I still maintain that what matters more is the size of the firebox rather than the dimensions . . . just like some folks like stoves that are top loaders, some prefer soapstone stoves and some folks only swear by stoves with ash pans . . . I think it's a matter of preference to some degree . . . and what stove you first owned. All I've ever had in life were stoves that were long and narrow . . . which is probably why I didn't bat an eyelash when I realized the Oslo's firebox being long and narrow pretty much eliminated many NS burns.

Since I cut my wood 18-20 inches or so in length I'm still getting a lot of wood into the firebox . . . now if the dimensions were such that I had to cut shorter length wood and could go with either NS or EW loads I might experiment some . . . but as I said in my earlier posts . . . for me . . . what determines if my fire is a quick, fast fire or a long one is the fuel and air.

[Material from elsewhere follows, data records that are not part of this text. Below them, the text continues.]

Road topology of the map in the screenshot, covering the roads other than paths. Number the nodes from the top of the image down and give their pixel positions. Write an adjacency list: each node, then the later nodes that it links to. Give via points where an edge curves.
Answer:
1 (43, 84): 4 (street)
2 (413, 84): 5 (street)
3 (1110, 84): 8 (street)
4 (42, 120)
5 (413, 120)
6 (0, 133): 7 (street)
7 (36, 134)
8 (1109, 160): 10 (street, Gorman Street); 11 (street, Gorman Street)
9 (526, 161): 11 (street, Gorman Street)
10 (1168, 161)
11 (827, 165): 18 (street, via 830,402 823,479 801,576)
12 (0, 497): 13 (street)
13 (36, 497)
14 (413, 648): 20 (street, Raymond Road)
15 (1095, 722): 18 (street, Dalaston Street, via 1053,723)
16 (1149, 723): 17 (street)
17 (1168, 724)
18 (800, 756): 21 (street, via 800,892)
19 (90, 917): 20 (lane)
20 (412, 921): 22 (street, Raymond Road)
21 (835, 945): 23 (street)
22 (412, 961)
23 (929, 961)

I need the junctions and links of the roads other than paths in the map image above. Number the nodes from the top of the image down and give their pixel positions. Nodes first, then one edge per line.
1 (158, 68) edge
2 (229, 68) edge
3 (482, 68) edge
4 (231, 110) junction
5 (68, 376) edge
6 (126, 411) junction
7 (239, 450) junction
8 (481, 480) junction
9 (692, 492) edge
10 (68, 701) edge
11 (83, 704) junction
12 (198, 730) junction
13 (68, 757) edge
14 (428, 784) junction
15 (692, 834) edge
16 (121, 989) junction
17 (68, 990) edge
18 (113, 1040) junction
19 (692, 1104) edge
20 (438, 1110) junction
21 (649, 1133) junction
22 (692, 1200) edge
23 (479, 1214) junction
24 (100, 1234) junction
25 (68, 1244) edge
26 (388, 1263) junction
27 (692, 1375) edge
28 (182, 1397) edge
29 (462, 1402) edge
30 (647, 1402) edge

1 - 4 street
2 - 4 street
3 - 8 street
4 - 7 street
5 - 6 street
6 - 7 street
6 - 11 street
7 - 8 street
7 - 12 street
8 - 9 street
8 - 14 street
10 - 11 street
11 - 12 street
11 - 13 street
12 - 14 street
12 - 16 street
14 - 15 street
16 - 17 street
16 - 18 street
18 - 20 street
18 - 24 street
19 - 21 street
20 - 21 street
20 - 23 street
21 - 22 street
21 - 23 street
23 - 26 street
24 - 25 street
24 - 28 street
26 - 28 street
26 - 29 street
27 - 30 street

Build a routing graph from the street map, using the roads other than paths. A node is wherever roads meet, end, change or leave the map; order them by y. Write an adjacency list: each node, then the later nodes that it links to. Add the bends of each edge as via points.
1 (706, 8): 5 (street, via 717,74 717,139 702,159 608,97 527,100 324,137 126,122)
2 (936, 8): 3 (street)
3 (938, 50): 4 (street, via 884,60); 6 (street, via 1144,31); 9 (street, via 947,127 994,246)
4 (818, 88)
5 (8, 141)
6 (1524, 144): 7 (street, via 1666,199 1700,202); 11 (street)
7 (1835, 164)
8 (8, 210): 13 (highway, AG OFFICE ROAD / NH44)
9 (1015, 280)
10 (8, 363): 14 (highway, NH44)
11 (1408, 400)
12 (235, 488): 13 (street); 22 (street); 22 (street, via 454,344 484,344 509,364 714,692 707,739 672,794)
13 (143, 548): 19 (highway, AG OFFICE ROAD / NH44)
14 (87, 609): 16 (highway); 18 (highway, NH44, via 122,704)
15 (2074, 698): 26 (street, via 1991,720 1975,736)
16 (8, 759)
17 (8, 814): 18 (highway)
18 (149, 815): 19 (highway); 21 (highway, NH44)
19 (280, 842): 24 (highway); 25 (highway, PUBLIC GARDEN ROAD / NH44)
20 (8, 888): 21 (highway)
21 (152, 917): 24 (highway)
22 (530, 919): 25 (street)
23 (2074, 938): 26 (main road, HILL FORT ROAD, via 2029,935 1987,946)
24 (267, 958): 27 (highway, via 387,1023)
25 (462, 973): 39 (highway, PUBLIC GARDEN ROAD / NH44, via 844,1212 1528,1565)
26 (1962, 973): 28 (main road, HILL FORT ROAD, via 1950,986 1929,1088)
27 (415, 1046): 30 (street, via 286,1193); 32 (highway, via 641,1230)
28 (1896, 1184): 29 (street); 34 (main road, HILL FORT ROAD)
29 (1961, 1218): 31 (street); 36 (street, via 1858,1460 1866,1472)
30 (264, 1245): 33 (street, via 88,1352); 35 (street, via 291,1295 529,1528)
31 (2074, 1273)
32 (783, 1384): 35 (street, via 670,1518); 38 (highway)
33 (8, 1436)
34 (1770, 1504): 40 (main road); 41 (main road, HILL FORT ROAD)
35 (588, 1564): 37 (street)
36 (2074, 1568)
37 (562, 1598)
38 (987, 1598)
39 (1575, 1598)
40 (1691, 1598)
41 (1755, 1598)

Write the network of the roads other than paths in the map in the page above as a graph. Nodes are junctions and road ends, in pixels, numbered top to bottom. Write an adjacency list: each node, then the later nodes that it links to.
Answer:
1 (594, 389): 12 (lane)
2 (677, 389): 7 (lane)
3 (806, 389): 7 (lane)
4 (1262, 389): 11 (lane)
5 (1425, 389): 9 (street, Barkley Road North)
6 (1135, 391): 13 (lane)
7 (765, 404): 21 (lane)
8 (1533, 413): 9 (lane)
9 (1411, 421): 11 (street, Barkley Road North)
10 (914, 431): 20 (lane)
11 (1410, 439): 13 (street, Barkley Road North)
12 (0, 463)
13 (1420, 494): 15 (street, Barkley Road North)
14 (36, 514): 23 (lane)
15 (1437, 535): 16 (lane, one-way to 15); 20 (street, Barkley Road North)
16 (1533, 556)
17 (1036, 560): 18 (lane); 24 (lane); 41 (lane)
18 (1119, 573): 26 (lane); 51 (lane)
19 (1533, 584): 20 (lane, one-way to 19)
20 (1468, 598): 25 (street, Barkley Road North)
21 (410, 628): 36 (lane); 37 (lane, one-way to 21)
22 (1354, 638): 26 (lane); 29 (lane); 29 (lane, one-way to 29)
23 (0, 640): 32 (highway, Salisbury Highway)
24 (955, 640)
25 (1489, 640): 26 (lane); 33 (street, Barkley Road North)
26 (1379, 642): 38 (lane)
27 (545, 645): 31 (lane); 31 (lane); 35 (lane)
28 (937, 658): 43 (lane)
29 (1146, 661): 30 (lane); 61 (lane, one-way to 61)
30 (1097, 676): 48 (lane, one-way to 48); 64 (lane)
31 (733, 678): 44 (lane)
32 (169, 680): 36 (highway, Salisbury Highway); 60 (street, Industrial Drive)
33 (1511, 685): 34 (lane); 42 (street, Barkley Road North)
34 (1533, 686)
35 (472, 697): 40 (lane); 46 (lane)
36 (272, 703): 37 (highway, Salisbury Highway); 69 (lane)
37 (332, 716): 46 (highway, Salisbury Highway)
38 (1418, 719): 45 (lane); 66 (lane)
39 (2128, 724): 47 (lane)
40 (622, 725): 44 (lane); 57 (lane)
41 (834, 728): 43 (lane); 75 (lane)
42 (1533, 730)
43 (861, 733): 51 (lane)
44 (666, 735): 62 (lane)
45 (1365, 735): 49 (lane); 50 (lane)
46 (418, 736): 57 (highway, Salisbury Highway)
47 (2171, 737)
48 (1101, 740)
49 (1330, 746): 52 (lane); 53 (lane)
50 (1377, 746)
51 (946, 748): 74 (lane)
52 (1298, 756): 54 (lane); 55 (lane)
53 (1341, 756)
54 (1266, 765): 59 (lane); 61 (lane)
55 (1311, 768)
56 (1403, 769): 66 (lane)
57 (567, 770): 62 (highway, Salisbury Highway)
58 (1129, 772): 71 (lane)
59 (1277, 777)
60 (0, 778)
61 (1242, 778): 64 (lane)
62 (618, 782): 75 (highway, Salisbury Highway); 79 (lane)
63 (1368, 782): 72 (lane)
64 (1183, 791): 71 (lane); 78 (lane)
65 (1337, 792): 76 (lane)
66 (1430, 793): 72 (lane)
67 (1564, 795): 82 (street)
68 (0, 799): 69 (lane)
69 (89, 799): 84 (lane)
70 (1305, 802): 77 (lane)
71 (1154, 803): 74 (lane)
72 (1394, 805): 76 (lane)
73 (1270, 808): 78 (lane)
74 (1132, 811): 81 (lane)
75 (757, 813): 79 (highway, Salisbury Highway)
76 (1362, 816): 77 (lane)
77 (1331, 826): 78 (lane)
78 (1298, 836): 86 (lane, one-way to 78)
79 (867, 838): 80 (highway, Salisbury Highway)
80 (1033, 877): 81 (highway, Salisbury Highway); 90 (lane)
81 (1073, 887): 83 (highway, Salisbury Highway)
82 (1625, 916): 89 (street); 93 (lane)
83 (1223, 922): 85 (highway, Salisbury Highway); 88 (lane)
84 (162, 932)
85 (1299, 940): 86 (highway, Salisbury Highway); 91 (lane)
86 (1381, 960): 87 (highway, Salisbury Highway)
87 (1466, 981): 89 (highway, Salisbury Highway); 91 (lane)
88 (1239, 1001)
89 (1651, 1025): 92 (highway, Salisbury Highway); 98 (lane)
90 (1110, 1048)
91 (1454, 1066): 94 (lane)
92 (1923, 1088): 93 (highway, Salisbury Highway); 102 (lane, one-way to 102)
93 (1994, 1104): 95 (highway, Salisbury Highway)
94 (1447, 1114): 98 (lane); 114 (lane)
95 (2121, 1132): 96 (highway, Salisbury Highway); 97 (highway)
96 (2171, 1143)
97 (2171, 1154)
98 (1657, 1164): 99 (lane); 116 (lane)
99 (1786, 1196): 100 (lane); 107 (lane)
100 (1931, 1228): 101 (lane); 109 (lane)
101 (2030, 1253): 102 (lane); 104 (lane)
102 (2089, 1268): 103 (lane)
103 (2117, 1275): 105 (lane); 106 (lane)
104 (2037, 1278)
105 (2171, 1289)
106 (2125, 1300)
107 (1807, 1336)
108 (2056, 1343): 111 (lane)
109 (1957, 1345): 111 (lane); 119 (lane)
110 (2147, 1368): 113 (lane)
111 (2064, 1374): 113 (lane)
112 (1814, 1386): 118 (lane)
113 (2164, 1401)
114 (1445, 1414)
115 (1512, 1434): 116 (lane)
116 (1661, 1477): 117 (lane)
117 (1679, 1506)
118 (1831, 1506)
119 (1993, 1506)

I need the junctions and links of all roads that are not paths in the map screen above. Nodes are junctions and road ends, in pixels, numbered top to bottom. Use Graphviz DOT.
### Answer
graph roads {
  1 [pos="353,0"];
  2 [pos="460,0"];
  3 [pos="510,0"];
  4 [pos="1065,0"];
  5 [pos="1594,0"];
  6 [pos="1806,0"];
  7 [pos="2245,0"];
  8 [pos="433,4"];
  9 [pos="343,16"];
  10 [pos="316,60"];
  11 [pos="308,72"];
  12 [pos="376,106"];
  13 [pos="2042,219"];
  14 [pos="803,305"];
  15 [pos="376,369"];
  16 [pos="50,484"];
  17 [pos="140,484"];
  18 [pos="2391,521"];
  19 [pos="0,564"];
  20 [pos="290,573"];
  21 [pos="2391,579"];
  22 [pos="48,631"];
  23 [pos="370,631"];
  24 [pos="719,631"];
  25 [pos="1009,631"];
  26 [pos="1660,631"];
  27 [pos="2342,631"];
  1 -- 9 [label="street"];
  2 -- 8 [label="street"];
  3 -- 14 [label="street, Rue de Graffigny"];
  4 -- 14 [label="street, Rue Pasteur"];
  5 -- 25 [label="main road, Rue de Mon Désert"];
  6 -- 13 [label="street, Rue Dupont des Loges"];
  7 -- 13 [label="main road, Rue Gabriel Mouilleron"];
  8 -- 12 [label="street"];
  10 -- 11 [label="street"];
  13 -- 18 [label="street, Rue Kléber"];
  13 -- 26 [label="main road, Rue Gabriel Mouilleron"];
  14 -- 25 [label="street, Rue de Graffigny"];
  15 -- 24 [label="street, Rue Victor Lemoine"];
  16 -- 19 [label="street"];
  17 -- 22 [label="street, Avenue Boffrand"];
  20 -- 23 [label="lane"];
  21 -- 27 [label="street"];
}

For your specific question . . . I always load EW unless I have some chunks to burn up in which case I may go NS with them. All my wood is around 18-20 iniches (give or take some inches . . . I'm not a perfectionist and don't really care if my wood pile is pretty or not . . . for me I'm not planning on entering my wood into a beauty contest or need to keep the stacks pretty to make the neighbors happy) so it doesn't matter if the fire is for the overnight or during the day. During the day however I generally do not use the larger rounds and splits (talking diamater here, not length) . . . I save them for the overnight.

So to summarize: If I want a quick, hot fire: I'll select smaller splits and rounds, not load up the firebox as much and generally select woods that are softwood or soft hardwoods such as poplar. Like most every other load, the load is EW, but the key being here the wood is smaller in diameter (length is a constant ... unless I have any of the aforementioned chunks to burn up.)

If I want a long, overnight burn: I'll select larger rounds and splits (diameter, not length) and select good hardwood (in my case, having no oak, hickory or locust . . . I go with red or sugar maple, elm or white ash.) Again, the load is EW but this time the firebox is loaded up (leaving 1-3 inches of space from the top.)